**Work to complete:** Below are some records. Print exactly the lines between the one holding "Build a gazetteer for the picture" and the one holding "I am building a map index. What", inclusive, and nothing else.

++++++++++++++++++++

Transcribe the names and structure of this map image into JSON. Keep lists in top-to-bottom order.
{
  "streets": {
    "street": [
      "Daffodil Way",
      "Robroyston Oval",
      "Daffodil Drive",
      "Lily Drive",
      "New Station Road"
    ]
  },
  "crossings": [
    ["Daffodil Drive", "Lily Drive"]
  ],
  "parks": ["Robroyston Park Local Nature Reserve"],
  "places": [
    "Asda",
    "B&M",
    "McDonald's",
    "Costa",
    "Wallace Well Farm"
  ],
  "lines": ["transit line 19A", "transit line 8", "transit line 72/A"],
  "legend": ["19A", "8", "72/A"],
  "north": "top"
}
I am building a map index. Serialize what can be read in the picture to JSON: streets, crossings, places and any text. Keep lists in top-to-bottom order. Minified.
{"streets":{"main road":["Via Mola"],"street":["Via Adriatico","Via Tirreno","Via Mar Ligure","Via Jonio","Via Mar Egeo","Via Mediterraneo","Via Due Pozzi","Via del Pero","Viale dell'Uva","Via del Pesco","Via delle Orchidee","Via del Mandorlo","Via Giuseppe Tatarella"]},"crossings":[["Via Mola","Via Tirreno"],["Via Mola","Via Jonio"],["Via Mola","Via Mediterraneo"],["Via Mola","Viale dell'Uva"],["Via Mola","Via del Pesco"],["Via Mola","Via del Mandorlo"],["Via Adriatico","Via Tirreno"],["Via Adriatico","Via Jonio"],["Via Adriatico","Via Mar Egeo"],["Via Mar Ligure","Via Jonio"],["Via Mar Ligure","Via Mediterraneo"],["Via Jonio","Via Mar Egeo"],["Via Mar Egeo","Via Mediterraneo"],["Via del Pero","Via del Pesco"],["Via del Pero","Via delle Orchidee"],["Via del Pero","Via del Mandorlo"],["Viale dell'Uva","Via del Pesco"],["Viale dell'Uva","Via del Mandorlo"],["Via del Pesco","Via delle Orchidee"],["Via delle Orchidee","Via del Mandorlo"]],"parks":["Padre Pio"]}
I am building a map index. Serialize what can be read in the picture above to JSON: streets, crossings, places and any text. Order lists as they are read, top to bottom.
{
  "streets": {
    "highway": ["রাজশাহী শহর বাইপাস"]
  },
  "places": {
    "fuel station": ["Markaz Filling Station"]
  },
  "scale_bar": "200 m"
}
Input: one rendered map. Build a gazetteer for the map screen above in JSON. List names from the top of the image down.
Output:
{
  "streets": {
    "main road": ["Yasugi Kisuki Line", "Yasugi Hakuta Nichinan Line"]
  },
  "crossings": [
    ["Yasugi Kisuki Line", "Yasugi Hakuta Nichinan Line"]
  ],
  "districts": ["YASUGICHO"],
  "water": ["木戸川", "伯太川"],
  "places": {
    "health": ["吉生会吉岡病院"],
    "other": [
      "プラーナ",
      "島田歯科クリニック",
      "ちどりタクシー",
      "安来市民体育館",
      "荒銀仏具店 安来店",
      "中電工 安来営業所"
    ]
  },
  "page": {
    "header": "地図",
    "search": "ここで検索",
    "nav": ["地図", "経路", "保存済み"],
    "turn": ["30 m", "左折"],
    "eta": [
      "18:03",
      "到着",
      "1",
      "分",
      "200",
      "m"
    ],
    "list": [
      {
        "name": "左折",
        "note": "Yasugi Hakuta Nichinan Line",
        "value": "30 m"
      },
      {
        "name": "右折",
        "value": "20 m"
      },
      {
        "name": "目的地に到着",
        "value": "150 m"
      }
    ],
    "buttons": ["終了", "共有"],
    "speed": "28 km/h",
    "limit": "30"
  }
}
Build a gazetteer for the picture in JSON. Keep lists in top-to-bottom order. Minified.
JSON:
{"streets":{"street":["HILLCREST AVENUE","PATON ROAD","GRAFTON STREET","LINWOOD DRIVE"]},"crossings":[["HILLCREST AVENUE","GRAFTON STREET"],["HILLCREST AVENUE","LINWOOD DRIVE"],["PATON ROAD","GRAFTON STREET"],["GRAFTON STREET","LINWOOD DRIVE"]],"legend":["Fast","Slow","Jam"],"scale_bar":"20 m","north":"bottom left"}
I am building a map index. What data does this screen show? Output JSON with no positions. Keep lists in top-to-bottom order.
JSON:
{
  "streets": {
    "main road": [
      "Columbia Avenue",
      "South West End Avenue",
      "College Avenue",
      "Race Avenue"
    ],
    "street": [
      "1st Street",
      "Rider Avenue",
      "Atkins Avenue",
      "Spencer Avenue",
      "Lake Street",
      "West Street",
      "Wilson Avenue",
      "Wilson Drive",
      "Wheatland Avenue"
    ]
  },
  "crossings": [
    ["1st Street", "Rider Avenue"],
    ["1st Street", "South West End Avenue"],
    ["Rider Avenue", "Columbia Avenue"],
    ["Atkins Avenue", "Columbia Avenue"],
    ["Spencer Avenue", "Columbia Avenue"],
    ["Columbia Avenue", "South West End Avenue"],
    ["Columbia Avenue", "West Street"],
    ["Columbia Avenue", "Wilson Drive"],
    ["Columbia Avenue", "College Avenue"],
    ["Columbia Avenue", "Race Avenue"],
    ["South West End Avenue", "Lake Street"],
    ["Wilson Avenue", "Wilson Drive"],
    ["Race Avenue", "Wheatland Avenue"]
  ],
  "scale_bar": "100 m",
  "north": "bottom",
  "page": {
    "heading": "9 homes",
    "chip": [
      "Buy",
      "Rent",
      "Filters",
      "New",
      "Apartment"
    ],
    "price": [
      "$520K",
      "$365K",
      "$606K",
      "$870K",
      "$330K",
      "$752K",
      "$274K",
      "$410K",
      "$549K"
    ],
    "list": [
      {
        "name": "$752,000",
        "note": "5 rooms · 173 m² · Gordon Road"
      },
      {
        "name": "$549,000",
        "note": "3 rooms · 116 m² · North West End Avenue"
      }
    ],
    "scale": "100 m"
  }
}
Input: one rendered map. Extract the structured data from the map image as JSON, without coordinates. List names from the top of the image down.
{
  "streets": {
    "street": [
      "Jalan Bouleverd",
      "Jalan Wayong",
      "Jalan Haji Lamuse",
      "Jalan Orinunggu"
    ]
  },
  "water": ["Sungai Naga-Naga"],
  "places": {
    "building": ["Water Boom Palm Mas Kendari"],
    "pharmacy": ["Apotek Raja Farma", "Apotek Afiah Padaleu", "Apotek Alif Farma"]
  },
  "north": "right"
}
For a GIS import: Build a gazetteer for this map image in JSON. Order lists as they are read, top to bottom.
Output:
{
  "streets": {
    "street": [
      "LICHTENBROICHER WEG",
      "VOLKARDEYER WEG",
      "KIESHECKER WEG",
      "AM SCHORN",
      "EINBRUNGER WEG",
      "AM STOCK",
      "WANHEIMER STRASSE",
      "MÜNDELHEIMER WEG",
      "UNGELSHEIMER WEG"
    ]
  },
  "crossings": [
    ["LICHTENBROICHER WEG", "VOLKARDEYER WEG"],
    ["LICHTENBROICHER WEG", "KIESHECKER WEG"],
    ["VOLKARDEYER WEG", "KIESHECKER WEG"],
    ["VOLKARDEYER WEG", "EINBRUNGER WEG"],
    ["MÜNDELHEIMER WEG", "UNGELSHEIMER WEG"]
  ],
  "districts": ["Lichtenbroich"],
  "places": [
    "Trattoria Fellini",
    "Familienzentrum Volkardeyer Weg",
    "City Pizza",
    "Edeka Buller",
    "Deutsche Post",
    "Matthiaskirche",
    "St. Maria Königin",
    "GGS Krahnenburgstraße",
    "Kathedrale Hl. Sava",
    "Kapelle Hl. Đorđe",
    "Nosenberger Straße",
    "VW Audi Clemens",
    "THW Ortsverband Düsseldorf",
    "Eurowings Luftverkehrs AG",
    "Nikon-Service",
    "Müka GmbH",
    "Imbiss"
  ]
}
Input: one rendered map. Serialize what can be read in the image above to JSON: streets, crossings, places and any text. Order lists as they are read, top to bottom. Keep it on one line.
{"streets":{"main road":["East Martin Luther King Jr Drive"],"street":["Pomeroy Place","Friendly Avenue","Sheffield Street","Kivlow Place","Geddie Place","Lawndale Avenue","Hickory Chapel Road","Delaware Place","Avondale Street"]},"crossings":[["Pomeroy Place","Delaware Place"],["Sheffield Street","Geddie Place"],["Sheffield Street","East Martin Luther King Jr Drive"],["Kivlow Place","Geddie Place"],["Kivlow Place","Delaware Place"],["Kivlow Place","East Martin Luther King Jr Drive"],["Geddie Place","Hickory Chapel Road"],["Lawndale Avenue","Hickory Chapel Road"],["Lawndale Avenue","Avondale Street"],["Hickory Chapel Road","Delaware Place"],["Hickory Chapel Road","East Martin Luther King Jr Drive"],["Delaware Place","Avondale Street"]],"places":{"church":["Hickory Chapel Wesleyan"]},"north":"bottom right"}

++++++++++++++++++++

**Answer section:**
Build a gazetteer for the picture in JSON. Keep lists in top-to-bottom order. Minified.
JSON:
{"streets":{"street":["HILLCREST AVENUE","PATON ROAD","GRAFTON STREET","LINWOOD DRIVE"]},"crossings":[["HILLCREST AVENUE","GRAFTON STREET"],["HILLCREST AVENUE","LINWOOD DRIVE"],["PATON ROAD","GRAFTON STREET"],["GRAFTON STREET","LINWOOD DRIVE"]],"legend":["Fast","Slow","Jam"],"scale_bar":"20 m","north":"bottom left"}
I am building a map index. What data does this screen show? Output JSON with no positions. Keep lists in top-to-bottom order.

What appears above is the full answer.